The marijuana user may experience a physical dependence on the drug. If marijuana use is abruptly stopped, certain withdrawal symptoms will be experienced: nausea, insomnia, irritability, and anxiety. Although these symptoms may cause discomfort for a short time, the benefits to a person who stops using the drug gently outweigh an addiction to marijuana. These benefits include improved and greater enjoyment of everyday activities.

Marijuana use during pregnancy has been associated with diminished birth weight and the presence of physical and mental characteristics similar to fetal alcohol syndrome (facial deformities, heart defects, deformed joints, low birth weight, small head). Marijuana has also been found to cause tremors and startle response withdrawal symptoms in newborn children.


- Psychological addiction to marijuana is the strongest dependence.

- Addiction to marijuana can occur over a very short time period.
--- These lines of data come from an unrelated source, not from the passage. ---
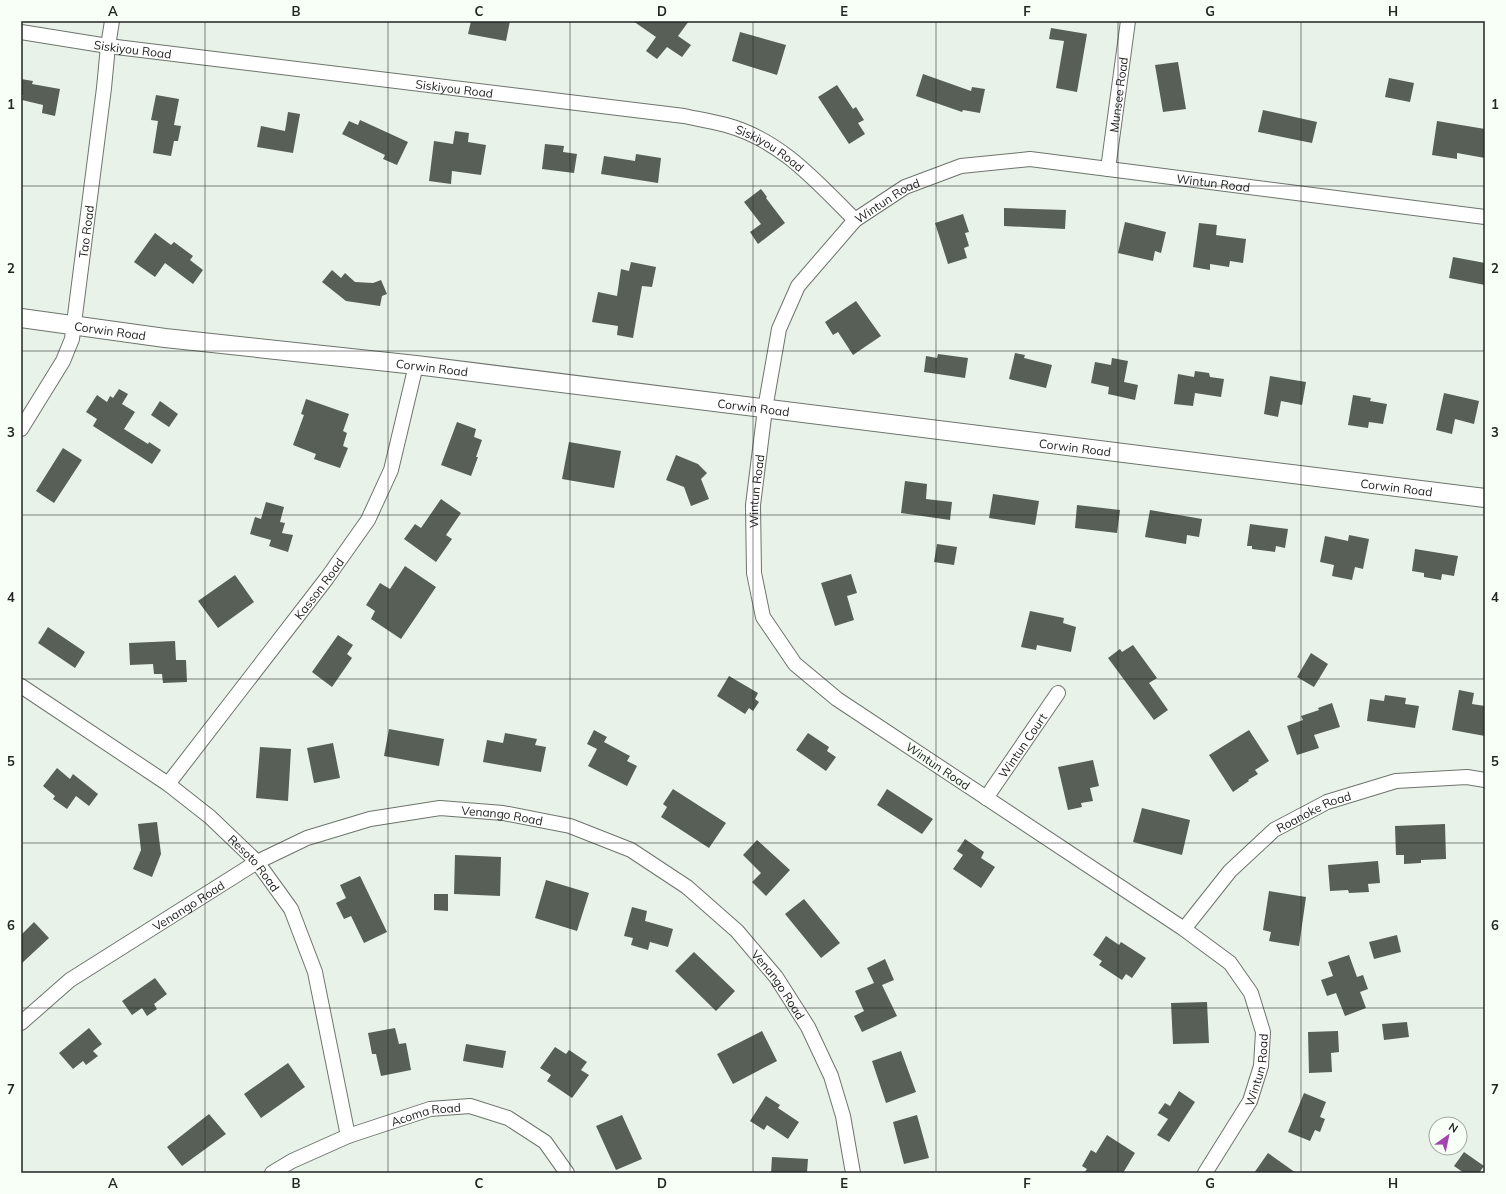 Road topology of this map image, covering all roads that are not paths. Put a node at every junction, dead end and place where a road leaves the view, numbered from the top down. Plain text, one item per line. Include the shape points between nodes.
1 (112, 21) edge
2 (1128, 21) edge
3 (21, 32) edge
4 (108, 46) junction
5 (1108, 169) junction
6 (1485, 216) edge
7 (855, 220) junction
8 (21, 318) edge
9 (74, 326) junction
10 (416, 365) junction
11 (765, 409) junction
12 (21, 429) edge
13 (1485, 498) edge
14 (21, 686) edge
15 (1058, 693) dead end
16 (1485, 780) edge
17 (168, 784) junction
18 (986, 798) junction
19 (257, 862) junction
20 (1184, 929) junction
21 (21, 1023) edge
22 (348, 1136) junction
23 (272, 1173) edge
24 (567, 1173) edge
25 (853, 1173) edge
26 (1205, 1173) edge

1 - 4 street, Tao Road
2 - 5 street, Munsee Road
3 - 4 street, Siskiyou Road
4 - 7 street, Siskiyou Road via 676,115 727,125 758,137 787,154
4 - 9 street, Tao Road
5 - 6 street, Wintun Road
5 - 7 street, Wintun Road via 1030,159 961,166 905,187
7 - 11 street, Wintun Road via 798,286 779,329
8 - 9 main road, Corwin Road
9 - 10 main road, Corwin Road
9 - 12 street, Tao Road via 63,361
10 - 11 main road, Corwin Road
10 - 17 street, Kasson Road via 391,470 368,520 327,578
11 - 13 main road, Corwin Road
11 - 18 street, Wintun Road via 753,505 754,573 763,617 795,664 837,699
14 - 17 street, Resoto Road
15 - 18 street, Wintun Court
16 - 20 street, Roanoke Road via 1467,777 1396,781 1327,802 1274,830 1230,870
17 - 19 street, Resoto Road via 210,818
18 - 20 street, Wintun Road
19 - 21 street, Venango Road via 70,980
19 - 22 street, Resoto Road via 291,909 315,972
19 - 25 street, Venango Road via 307,838 370,819 440,808 503,812 570,826 631,850 687,887 737,931 776,977 808,1027 830,1076 843,1116
20 - 26 street, Wintun Road via 1230,963 1251,993 1264,1032 1261,1066 1250,1101
22 - 23 street, Acoma Road via 292,1161
22 - 24 street, Acoma Road via 430,1109 470,1106 508,1118 545,1142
- Marijuana and aging affect the brain in very similar ways. This places the long-time user in high risk for serious and premature memory disorders.

- Marijuana smoking has been proven to have adverse effects on the female reproductive system.

- The tar in marijuana cigarettes is 50-110% greater than that of tobacco.

- THC, the psychoactive ingredient in marijuana, which is stored in the fat of the body, causes harm to the brain and body by causing the cells to become toxic up to 30 days after the last use.

- Marijuana use has an adverse effect on the social relationships of the user due to severe mood swings and a lack of interest.

- The emotional development of adolescent users may be interrupted.

- Marijuana use also causes amotivational syndrome. This means that the user will lose interest in activities and lose drive and motivation.

- Marijuana is the most extensively used illegal drug in the United States.



An amphetamine is a drug that is a stimulant to the central nervous system. Amphetamines are colorless and may be inhaled, injected, or swallowed. These drugs may be used medically to treat depression, obesity, and other conditions.

Amphetamines are also used non-medically to: avoid sleep, improve athletic performance, counter the effects of depressant drugs.

Amphetamines are addictive. Because of this, when the user discontinues use or reduces the amount he/she uses, withdrawal symptoms may occur.

Although someone using amphetamines may experience withdrawal symptoms for a short period of time, the benefits to a person who stops using the drug greatly outweigh an addiction to amphetamines. These benefits include improved health and great enjoyment of everyday activities.



Opiates are habit-forming drugs that dull the senses, relieve pain, and induce sleep. Some forms of opiates are morphine, heroin, and codeine. Opiates may be in the form of dark brown chunks, or white or brownish powder.

A tolerance to the drugs may occur if a person uses them over a period of time. A cross tolerance may also occur. This means that if a person uses one type of opiate, they will develop a tolerance of all opiates.

Addiction to opiates such as heroin causes may dangerous physical and psychological effects.  Because opiates are extremely addictive, withdrawal symptoms occur when a person stops or decreases their use.

Withdrawal symptoms begins within 24 hours after last use and may last up to 7-10 days. Although these symptoms cause discomfort, the benefits to a person who stops using opiates greatly outweigh an addiction to the drugs. These benefits include improved health and greater enjoyment of everyday activities. Withdrawal can be dangerous depending upon the amount of the drug the person used. Medical attention is STRONGLY ADVISED.


Phencyclidine (PCP)

PCP is a white crystalline powder that is readily soluble in water or alcohol. It has a distinctive bitter chemical taste. PCP can be mixed easily with dyes and turns up on the illicit drug market in a variety of tablets, capsules, and colored powders. It is normally used in one of three ways: snorted, smoked, or eaten. For smoking, PCP is often applied to a leafy material such as mint, parsley, oregano, or marijuana.